The taxman collected an extra £3.75bn from small and mid-sized businesses (SMEs) last year through investigations into the underpayment of VAT, up 12 per cent on the previous year.
The extra revenue HM Revenue and Customs (HMRC) collected through VAT investigations made up half of all revenue collected through investigations into SMEs in 2017/18, according to tax experts PfP.
In 2016/17, the latest year for which data is available, HMRC said it believed businesses underpaid £11.7bn in VAT, a 10 per cent increase from £10.6bn the year before.

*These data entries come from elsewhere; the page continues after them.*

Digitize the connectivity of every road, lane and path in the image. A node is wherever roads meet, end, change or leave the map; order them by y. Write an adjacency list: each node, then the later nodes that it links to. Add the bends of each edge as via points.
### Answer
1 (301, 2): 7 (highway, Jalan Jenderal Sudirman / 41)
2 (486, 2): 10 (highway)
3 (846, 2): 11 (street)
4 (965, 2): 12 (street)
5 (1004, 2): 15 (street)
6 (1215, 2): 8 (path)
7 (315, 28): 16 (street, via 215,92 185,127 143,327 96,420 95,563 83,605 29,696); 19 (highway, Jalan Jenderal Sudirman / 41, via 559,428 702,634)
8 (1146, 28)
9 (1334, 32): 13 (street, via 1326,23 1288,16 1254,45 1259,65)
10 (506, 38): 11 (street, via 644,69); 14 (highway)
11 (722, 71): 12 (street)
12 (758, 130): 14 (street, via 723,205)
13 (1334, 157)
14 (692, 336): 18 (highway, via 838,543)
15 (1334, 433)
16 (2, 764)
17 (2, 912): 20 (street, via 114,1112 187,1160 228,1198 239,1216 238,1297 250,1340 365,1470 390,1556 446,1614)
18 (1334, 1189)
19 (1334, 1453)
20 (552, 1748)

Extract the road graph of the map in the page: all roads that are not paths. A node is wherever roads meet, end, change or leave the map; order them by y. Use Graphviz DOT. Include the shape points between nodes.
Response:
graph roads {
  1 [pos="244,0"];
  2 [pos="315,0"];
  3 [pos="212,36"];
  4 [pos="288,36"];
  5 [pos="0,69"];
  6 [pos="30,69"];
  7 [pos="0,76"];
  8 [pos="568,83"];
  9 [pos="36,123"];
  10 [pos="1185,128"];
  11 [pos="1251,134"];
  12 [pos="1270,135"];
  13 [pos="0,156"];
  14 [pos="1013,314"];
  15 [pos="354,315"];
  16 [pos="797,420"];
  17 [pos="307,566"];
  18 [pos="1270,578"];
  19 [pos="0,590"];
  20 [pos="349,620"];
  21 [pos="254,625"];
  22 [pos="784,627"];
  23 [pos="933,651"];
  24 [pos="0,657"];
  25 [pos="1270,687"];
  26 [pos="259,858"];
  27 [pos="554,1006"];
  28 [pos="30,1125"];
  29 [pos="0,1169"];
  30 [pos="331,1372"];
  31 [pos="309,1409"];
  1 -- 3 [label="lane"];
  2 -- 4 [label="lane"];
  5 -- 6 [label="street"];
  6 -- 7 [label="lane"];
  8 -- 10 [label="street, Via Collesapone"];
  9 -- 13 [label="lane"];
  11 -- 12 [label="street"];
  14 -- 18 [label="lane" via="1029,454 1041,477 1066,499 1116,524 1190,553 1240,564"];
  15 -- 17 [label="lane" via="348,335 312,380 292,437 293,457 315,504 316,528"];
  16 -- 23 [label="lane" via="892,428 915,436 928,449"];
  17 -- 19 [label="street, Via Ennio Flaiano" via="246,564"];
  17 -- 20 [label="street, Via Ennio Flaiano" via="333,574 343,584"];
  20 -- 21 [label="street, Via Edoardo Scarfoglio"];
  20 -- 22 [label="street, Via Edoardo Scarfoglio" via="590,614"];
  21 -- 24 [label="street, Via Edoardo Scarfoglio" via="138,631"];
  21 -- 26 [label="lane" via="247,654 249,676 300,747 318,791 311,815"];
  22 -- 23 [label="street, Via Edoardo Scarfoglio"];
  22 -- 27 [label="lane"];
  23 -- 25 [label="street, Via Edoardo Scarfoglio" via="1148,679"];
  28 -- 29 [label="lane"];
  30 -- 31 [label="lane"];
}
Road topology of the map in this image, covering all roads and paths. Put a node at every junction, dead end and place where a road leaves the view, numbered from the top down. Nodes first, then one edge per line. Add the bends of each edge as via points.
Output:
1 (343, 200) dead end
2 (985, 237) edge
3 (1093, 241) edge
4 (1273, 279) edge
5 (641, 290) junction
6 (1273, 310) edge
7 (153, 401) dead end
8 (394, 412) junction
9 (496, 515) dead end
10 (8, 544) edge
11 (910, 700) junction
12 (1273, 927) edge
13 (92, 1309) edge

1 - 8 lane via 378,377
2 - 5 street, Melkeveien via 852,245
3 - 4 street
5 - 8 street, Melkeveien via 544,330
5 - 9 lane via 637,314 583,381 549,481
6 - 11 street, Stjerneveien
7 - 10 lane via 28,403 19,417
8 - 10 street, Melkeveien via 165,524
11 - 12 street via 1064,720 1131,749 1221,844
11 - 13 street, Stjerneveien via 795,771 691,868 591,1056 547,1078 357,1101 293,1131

PfP said HMRC has become more adept at reacting to any potential underpayment by businesses, with VAT receipts hitting a record high of £125bn last year, up 60 per cent from £78bn a decade ago. VAT now represents over a fifth of total tax receipts.
Kevin Igoe, managing director at PfP, says: “HMRC is clearly finding VAT investigations into SMEs fruitful so businesses can expect more of the same over the coming year.
“VAT become a large component of total receipts so we will likely see HMRC bulking out its compliance teams to ensure that it squeezes as much as it can from businesses in this area.”
“Investigations really take their toll on small businesses as managers get sucked in at the expense of day-to-day management and strategic planning. Investigations can also substantially increase legal spend, using up resources that may have been earmarked for elsewhere.”